__What the task requires__
Among the records, which lines hold the word "Hester"? Pick them out.
──────────────────────────────
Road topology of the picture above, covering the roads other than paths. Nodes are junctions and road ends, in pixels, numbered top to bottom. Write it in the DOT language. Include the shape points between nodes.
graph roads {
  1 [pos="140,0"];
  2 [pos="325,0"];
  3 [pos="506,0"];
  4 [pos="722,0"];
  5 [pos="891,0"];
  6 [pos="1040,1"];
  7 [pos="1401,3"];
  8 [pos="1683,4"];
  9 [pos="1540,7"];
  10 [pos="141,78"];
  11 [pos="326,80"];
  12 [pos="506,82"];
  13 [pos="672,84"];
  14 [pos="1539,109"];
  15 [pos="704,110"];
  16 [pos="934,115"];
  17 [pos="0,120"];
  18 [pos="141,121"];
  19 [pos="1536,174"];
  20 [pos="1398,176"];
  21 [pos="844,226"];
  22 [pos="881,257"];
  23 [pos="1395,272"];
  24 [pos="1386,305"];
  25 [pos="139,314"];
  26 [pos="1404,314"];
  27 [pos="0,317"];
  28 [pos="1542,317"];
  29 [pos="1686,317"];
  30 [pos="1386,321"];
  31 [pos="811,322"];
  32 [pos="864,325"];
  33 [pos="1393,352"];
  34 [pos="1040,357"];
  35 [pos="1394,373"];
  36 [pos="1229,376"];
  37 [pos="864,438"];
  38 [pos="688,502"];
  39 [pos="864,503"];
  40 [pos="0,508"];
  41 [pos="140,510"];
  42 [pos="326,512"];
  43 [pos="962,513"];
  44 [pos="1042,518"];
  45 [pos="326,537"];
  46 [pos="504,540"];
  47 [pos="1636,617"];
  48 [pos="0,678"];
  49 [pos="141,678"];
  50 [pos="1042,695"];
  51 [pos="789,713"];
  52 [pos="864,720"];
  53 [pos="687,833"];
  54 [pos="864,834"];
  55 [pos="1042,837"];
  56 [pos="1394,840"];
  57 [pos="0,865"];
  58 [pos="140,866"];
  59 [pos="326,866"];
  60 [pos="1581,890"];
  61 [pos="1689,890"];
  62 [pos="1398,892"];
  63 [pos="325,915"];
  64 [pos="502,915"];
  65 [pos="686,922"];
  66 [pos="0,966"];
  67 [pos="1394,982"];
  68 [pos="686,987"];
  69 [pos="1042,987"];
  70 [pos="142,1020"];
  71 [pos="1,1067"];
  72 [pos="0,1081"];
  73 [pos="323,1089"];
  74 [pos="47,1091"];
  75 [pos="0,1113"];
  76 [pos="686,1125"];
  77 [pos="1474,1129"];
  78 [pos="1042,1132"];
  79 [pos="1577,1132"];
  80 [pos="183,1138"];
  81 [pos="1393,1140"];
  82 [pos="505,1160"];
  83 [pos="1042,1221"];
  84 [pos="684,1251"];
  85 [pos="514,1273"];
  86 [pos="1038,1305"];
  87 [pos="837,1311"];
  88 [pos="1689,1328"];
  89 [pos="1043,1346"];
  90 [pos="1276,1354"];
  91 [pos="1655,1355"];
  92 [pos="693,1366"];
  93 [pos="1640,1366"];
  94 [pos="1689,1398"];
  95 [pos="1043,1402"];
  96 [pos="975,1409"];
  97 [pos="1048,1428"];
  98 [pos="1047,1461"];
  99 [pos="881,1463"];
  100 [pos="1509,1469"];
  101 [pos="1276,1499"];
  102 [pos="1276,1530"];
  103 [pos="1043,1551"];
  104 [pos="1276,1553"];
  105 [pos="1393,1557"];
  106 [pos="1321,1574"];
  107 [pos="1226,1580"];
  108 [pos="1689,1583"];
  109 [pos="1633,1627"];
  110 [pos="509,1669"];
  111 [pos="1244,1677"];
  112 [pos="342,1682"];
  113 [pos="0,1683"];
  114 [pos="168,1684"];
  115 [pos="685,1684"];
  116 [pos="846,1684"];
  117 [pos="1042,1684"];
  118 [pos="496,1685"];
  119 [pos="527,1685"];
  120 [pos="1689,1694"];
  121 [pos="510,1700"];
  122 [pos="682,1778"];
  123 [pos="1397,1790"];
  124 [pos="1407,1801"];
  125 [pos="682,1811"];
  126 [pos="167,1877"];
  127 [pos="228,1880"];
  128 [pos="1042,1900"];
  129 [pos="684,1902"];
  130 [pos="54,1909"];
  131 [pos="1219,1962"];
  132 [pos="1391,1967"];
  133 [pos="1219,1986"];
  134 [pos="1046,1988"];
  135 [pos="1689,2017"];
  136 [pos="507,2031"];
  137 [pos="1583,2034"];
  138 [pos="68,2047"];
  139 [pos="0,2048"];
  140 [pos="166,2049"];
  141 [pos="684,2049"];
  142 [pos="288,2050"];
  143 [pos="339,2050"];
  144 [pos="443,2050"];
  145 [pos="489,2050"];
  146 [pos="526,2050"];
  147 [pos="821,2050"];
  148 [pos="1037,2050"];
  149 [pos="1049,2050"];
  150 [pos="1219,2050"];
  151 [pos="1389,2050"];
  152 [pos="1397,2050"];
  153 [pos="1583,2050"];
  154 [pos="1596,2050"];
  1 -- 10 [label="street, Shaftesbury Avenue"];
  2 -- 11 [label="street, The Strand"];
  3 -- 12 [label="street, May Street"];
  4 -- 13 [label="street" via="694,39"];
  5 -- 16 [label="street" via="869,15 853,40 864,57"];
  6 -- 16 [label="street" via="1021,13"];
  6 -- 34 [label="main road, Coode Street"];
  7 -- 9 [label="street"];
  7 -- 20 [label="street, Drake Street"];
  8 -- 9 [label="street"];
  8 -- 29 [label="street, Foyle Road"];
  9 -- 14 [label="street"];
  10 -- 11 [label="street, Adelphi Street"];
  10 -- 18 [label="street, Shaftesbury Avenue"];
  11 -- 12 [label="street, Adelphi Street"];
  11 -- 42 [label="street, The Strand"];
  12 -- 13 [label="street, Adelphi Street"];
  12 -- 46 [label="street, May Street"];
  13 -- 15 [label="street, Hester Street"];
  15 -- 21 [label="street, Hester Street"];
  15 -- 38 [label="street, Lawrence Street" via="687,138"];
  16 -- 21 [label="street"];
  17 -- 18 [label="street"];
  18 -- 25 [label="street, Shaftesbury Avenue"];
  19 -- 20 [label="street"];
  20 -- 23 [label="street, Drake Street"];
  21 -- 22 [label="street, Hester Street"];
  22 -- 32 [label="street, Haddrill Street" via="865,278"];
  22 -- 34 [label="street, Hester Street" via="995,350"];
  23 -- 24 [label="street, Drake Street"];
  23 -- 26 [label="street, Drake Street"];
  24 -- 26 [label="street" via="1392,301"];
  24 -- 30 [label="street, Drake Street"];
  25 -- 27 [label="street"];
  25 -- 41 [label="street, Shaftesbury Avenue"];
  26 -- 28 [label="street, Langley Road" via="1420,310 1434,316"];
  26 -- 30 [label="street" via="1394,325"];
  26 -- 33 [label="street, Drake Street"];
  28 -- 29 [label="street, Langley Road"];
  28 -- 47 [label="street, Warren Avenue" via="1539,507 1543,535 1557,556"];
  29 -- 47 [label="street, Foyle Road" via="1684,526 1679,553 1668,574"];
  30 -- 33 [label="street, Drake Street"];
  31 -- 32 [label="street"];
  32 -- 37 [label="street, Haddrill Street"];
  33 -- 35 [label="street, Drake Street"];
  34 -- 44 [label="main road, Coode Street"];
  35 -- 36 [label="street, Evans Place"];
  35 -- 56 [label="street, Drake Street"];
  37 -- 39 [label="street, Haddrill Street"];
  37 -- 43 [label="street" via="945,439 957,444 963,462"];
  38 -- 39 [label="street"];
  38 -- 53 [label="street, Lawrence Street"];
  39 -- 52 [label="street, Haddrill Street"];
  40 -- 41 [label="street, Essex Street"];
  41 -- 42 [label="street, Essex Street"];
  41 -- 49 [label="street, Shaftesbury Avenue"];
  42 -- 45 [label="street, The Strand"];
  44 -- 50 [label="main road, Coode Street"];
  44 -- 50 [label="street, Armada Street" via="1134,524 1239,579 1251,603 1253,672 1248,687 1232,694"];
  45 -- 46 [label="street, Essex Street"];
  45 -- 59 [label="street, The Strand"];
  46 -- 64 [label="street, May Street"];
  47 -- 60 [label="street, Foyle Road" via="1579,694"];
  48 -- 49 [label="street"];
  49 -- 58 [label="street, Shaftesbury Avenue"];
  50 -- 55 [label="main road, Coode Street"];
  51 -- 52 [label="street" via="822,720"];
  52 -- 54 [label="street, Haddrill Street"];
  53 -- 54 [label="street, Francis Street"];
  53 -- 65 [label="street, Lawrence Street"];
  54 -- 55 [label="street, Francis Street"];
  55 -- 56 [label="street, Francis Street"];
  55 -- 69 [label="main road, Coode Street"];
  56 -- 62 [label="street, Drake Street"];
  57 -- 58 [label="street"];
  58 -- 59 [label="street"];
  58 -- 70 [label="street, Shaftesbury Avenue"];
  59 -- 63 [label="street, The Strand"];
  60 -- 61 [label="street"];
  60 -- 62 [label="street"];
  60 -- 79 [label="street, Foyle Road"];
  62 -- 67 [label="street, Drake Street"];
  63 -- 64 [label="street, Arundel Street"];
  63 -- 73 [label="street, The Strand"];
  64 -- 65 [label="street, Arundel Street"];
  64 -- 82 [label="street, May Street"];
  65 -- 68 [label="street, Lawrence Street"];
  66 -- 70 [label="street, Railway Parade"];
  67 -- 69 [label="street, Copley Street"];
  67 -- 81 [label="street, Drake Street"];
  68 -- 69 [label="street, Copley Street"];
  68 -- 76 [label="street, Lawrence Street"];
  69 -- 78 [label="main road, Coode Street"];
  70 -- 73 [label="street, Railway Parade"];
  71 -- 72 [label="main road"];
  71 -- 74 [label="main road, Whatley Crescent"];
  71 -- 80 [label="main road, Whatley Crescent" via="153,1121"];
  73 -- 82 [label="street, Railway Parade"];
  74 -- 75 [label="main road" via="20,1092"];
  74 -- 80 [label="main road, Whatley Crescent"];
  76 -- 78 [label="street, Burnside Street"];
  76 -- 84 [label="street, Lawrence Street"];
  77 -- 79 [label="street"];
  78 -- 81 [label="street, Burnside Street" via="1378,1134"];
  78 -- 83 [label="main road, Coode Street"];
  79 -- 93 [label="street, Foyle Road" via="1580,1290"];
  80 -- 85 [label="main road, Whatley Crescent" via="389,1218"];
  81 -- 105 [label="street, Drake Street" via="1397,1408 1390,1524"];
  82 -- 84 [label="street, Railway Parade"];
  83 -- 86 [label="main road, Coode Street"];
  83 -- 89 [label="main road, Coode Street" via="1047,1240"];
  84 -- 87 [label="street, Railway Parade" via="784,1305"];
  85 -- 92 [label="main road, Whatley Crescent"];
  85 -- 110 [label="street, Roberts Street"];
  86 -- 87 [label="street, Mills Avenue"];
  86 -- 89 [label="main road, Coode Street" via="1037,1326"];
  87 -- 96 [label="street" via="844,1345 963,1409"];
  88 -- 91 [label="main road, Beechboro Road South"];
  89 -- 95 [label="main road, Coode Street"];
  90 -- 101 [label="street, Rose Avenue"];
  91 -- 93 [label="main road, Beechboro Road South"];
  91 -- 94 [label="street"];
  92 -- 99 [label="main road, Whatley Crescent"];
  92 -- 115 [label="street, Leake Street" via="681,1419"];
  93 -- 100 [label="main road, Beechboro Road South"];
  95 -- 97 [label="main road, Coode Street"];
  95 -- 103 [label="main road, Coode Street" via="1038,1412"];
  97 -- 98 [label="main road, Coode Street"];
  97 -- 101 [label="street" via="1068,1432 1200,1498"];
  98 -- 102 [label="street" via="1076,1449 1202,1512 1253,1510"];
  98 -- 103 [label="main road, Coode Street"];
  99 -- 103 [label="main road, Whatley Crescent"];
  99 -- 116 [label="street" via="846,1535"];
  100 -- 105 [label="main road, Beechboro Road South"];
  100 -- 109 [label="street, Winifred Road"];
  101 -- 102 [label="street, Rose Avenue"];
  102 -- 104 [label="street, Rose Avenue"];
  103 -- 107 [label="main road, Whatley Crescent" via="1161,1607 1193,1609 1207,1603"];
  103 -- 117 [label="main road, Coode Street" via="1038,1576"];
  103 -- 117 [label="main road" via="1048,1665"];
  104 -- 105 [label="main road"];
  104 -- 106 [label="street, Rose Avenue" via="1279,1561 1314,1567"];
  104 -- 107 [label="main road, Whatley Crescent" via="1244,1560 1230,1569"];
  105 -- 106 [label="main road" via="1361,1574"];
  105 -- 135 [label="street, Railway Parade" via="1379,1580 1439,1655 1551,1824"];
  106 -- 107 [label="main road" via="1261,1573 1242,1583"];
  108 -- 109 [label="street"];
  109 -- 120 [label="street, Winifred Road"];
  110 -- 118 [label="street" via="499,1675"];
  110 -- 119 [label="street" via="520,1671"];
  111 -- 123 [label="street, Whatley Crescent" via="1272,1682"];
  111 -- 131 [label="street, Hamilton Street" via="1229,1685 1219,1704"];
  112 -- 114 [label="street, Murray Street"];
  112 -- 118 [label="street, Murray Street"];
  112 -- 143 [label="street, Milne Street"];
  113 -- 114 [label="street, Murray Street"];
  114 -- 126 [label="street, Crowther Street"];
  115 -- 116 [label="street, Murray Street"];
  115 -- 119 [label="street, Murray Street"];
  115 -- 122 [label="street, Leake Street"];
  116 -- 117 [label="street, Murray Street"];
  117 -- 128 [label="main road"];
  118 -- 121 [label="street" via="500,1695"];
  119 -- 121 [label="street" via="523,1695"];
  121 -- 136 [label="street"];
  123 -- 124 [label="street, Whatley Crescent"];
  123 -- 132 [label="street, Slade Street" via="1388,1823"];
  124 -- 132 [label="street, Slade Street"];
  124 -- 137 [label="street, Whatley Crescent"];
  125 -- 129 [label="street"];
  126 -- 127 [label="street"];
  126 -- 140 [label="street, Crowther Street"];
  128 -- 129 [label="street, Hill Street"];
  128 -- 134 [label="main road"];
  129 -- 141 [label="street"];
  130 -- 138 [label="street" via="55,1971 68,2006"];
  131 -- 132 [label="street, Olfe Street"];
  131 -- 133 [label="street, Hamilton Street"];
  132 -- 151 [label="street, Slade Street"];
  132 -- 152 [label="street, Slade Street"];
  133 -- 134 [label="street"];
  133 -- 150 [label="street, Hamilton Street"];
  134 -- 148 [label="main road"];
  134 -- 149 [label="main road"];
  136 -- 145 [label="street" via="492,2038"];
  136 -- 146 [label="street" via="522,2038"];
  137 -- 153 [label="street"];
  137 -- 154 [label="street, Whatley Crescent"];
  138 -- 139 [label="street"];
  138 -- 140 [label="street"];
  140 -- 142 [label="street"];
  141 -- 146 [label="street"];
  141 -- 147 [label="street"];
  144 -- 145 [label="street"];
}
──────────────────────────────
__Answer section__
  13 -- 15 [label="street, Hester Street"];
  15 -- 21 [label="street, Hester Street"];
  21 -- 22 [label="street, Hester Street"];
  22 -- 34 [label="street, Hester Street" via="995,350"];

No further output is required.